→ **EXERCISE PROMPT**
Let the line containing "Build a routing" serve as the first line of the answer and the final line of the entries as its last, with every line between copied exactly.

____

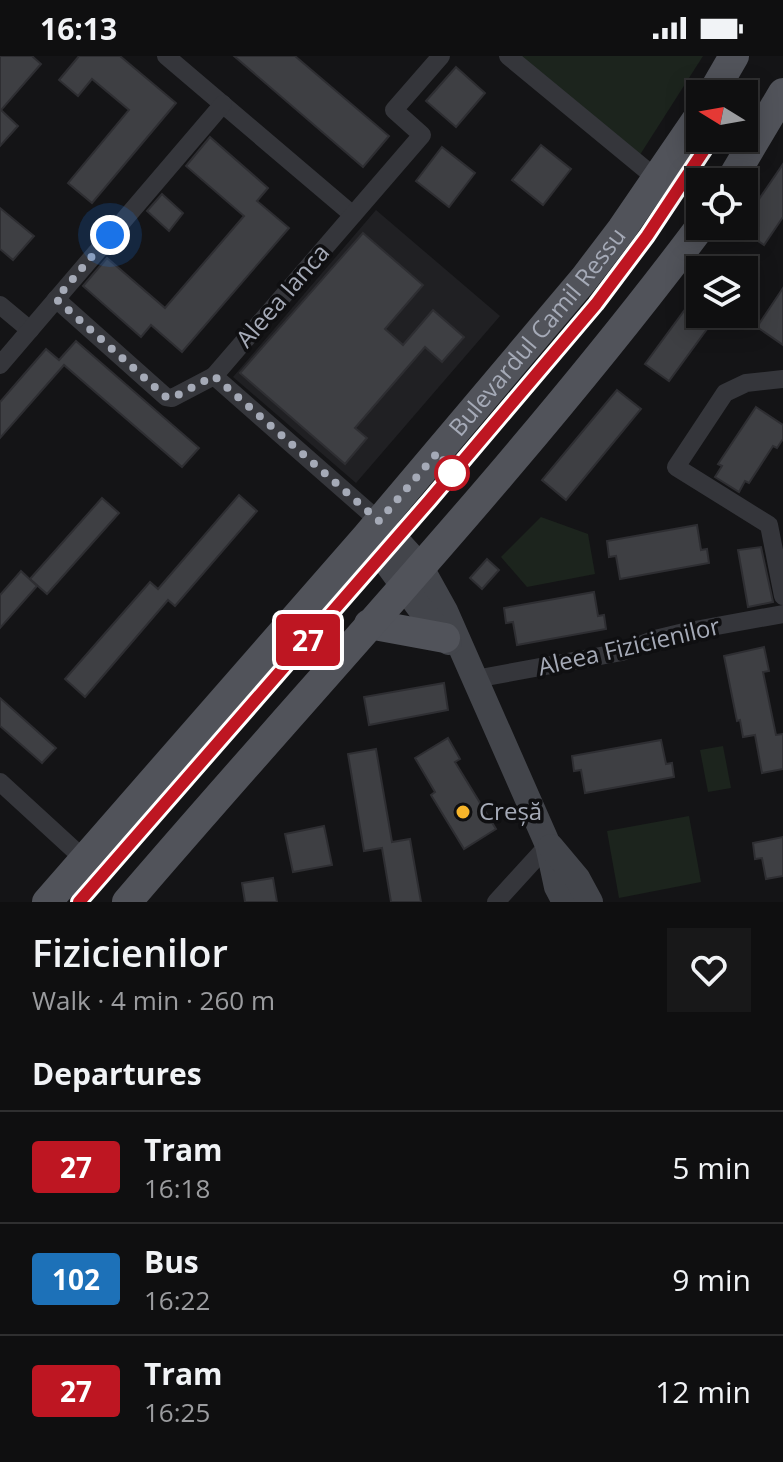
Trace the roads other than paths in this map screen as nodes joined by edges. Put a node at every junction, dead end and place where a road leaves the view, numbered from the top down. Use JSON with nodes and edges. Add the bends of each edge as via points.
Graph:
{"nodes":[{"id":1,"x":166,"y":56,"type":"edge"},
{"id":2,"x":441,"y":56,"type":"edge"},
{"id":3,"x":508,"y":56,"type":"edge"},
{"id":4,"x":734,"y":56,"type":"edge"},
{"id":5,"x":720,"y":80,"type":"edge"},
{"id":6,"x":783,"y":93,"type":"edge"},
{"id":7,"x":223,"y":104,"type":"junction"},
{"id":8,"x":686,"y":136,"type":"edge"},
{"id":9,"x":738,"y":168,"type":"edge"},
{"id":10,"x":657,"y":179,"type":"junction"},
{"id":11,"x":353,"y":215,"type":"junction"},
{"id":12,"x":690,"y":240,"type":"edge"},
{"id":13,"x":56,"y":299,"type":"junction"},
{"id":14,"x":0,"y":305,"type":"edge"},
{"id":15,"x":30,"y":330,"type":"junction"},
{"id":16,"x":0,"y":365,"type":"edge"},
{"id":17,"x":214,"y":376,"type":"junction"},
{"id":18,"x":783,"y":379,"type":"edge"},
{"id":19,"x":370,"y":522,"type":"junction"},
{"id":20,"x":412,"y":576,"type":"junction"},
{"id":21,"x":783,"y":596,"type":"edge"},
{"id":22,"x":783,"y":614,"type":"edge"},
{"id":23,"x":369,"y":624,"type":"junction"},
{"id":24,"x":462,"y":659,"type":"junction"},
{"id":25,"x":0,"y":782,"type":"edge"},
{"id":26,"x":548,"y":845,"type":"junction"},
{"id":27,"x":84,"y":859,"type":"junction"},
{"id":28,"x":47,"y":902,"type":"edge"},
{"id":29,"x":127,"y":902,"type":"edge"},
{"id":30,"x":496,"y":902,"type":"edge"},
{"id":31,"x":565,"y":902,"type":"edge"},
{"id":32,"x":590,"y":902,"type":"edge"}],
"edges":[{"from":1,"to":7,"type":"street"},
{"from":2,"to":11,"type":"street","name":"Aleea Ianca","via":[[394,110],[422,135]]},
{"from":3,"to":10,"type":"street"},
{"from":4,"to":5,"type":"main road"},
{"from":6,"to":9,"type":"main road"},
{"from":7,"to":11,"type":"street"},
{"from":7,"to":13,"type":"street"},
{"from":8,"to":10,"type":"main road","name":"Bulevardul Camil Ressu"},
{"from":10,"to":19,"type":"main road","name":"Bulevardul Camil Ressu","via":[[584,279]]},
{"from":11,"to":17,"type":"street","name":"Aleea Ianca"},
{"from":12,"to":20,"type":"main road"},
{"from":13,"to":15,"type":"street"},
{"from":13,"to":17,"type":"street","via":[[166,397]]},
{"from":14,"to":15,"type":"street"},
{"from":15,"to":16,"type":"street"},
{"from":17,"to":19,"type":"street"},
{"from":18,"to":21,"type":"street","via":[[746,383],[725,393],[676,467],[769,525]]},
{"from":19,"to":20,"type":"street"},
{"from":19,"to":27,"type":"main road","name":"Bulevardul Camil Ressu"},
{"from":20,"to":23,"type":"main road"},
{"from":20,"to":24,"type":"street"},
{"from":22,"to":24,"type":"street","name":"Aleea Fizicienilor","via":[[684,632],[622,652]]},
{"from":23,"to":24,"type":"main road"},
{"from":23,"to":29,"type":"main road"},
{"from":24,"to":26,"type":"street"},
{"from":25,"to":27,"type":"street"},
{"from":26,"to":30,"type":"street"},
{"from":26,"to":31,"type":"street"},
{"from":26,"to":32,"type":"street"},
{"from":27,"to":28,"type":"main road","name":"Bulevardul Camil Ressu"}]}
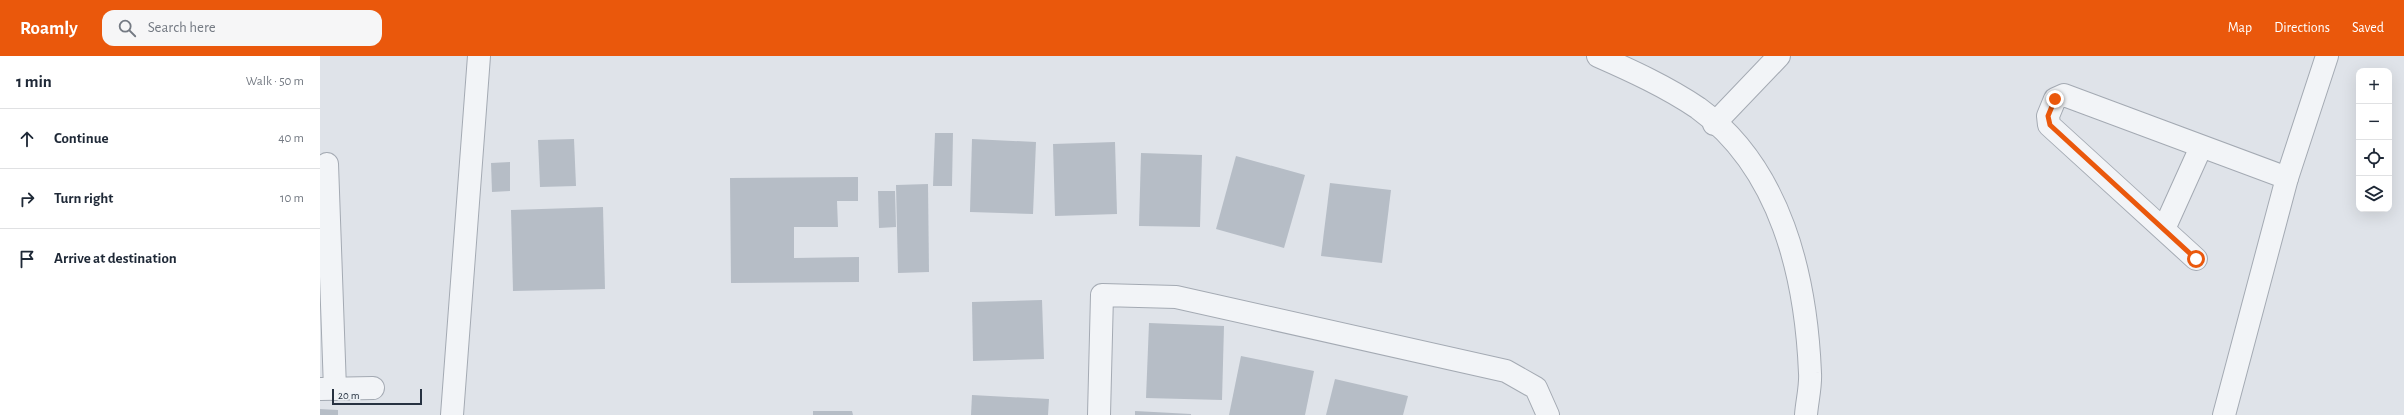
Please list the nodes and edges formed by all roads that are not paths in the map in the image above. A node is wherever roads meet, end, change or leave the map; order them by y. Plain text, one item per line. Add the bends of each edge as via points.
1 (479, 56) edge
2 (1598, 56) edge
3 (1779, 56) edge
4 (2327, 56) edge
5 (1714, 124) junction
6 (2201, 147) junction
7 (327, 164) dead end
8 (2287, 178) junction
9 (2164, 230) junction
10 (2196, 259) dead end
11 (373, 388) dead end
12 (327, 389) edge
13 (452, 415) edge
14 (1099, 415) edge
15 (1548, 415) edge
16 (1806, 415) edge
17 (2224, 415) edge

1 - 13 street
2 - 5 street via 1648,78 1698,109
3 - 5 street
4 - 8 street
5 - 16 street via 1733,140 1762,180 1786,230 1801,287 1810,374
6 - 8 street
6 - 9 street
6 - 9 street via 2064,95 2055,99 2048,116 2050,125
7 - 12 street
8 - 17 street
9 - 10 street
11 - 12 street
14 - 15 street via 1102,295 1176,297 1506,371 1536,388

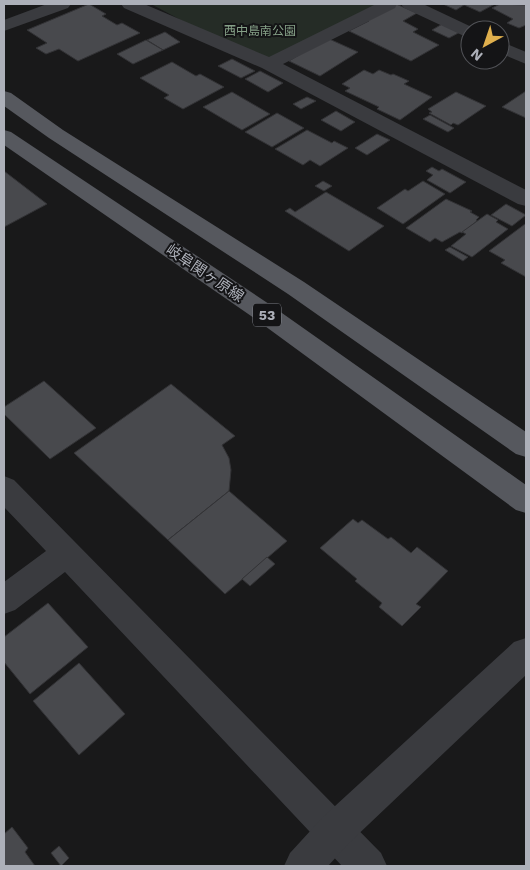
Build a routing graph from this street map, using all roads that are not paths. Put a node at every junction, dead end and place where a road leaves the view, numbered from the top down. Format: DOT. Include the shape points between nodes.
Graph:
graph roads {
  1 [pos="62,4"];
  2 [pos="130,4"];
  3 [pos="389,4"];
  4 [pos="410,4"];
  5 [pos="4,26"];
  6 [pos="460,27"];
  7 [pos="510,51"];
  8 [pos="526,59"];
  9 [pos="269,64"];
  10 [pos="4,96"];
  11 [pos="4,136"];
  12 [pos="526,199"];
  13 [pos="526,446"];
  14 [pos="4,488"];
  15 [pos="526,500"];
  16 [pos="66,553"];
  17 [pos="4,600"];
  18 [pos="526,653"];
  19 [pos="336,830"];
  20 [pos="303,866"];
  21 [pos="368,866"];
  1 -- 5 [label="street"];
  2 -- 9 [label="street"];
  3 -- 9 [label="street"];
  4 -- 6 [label="street"];
  7 -- 8 [label="street"];
  9 -- 12 [label="street"];
  10 -- 13 [label="main road, 53" via="56,134 296,288"];
  11 -- 15 [label="main road, 岐阜関ヶ原線 / 53" via="263,312"];
  14 -- 16 [label="street"];
  16 -- 17 [label="street"];
  16 -- 19 [label="street"];
  18 -- 19 [label="street"];
  19 -- 20 [label="street"];
  19 -- 21 [label="street"];
}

____

→ **TASK SOLUTION**
Build a routing graph from this street map, using all roads that are not paths. Put a node at every junction, dead end and place where a road leaves the view, numbered from the top down. Format: DOT. Include the shape points between nodes.
Graph:
graph roads {
  1 [pos="62,4"];
  2 [pos="130,4"];
  3 [pos="389,4"];
  4 [pos="410,4"];
  5 [pos="4,26"];
  6 [pos="460,27"];
  7 [pos="510,51"];
  8 [pos="526,59"];
  9 [pos="269,64"];
  10 [pos="4,96"];
  11 [pos="4,136"];
  12 [pos="526,199"];
  13 [pos="526,446"];
  14 [pos="4,488"];
  15 [pos="526,500"];
  16 [pos="66,553"];
  17 [pos="4,600"];
  18 [pos="526,653"];
  19 [pos="336,830"];
  20 [pos="303,866"];
  21 [pos="368,866"];
  1 -- 5 [label="street"];
  2 -- 9 [label="street"];
  3 -- 9 [label="street"];
  4 -- 6 [label="street"];
  7 -- 8 [label="street"];
  9 -- 12 [label="street"];
  10 -- 13 [label="main road, 53" via="56,134 296,288"];
  11 -- 15 [label="main road, 岐阜関ヶ原線 / 53" via="263,312"];
  14 -- 16 [label="street"];
  16 -- 17 [label="street"];
  16 -- 19 [label="street"];
  18 -- 19 [label="street"];
  19 -- 20 [label="street"];
  19 -- 21 [label="street"];
}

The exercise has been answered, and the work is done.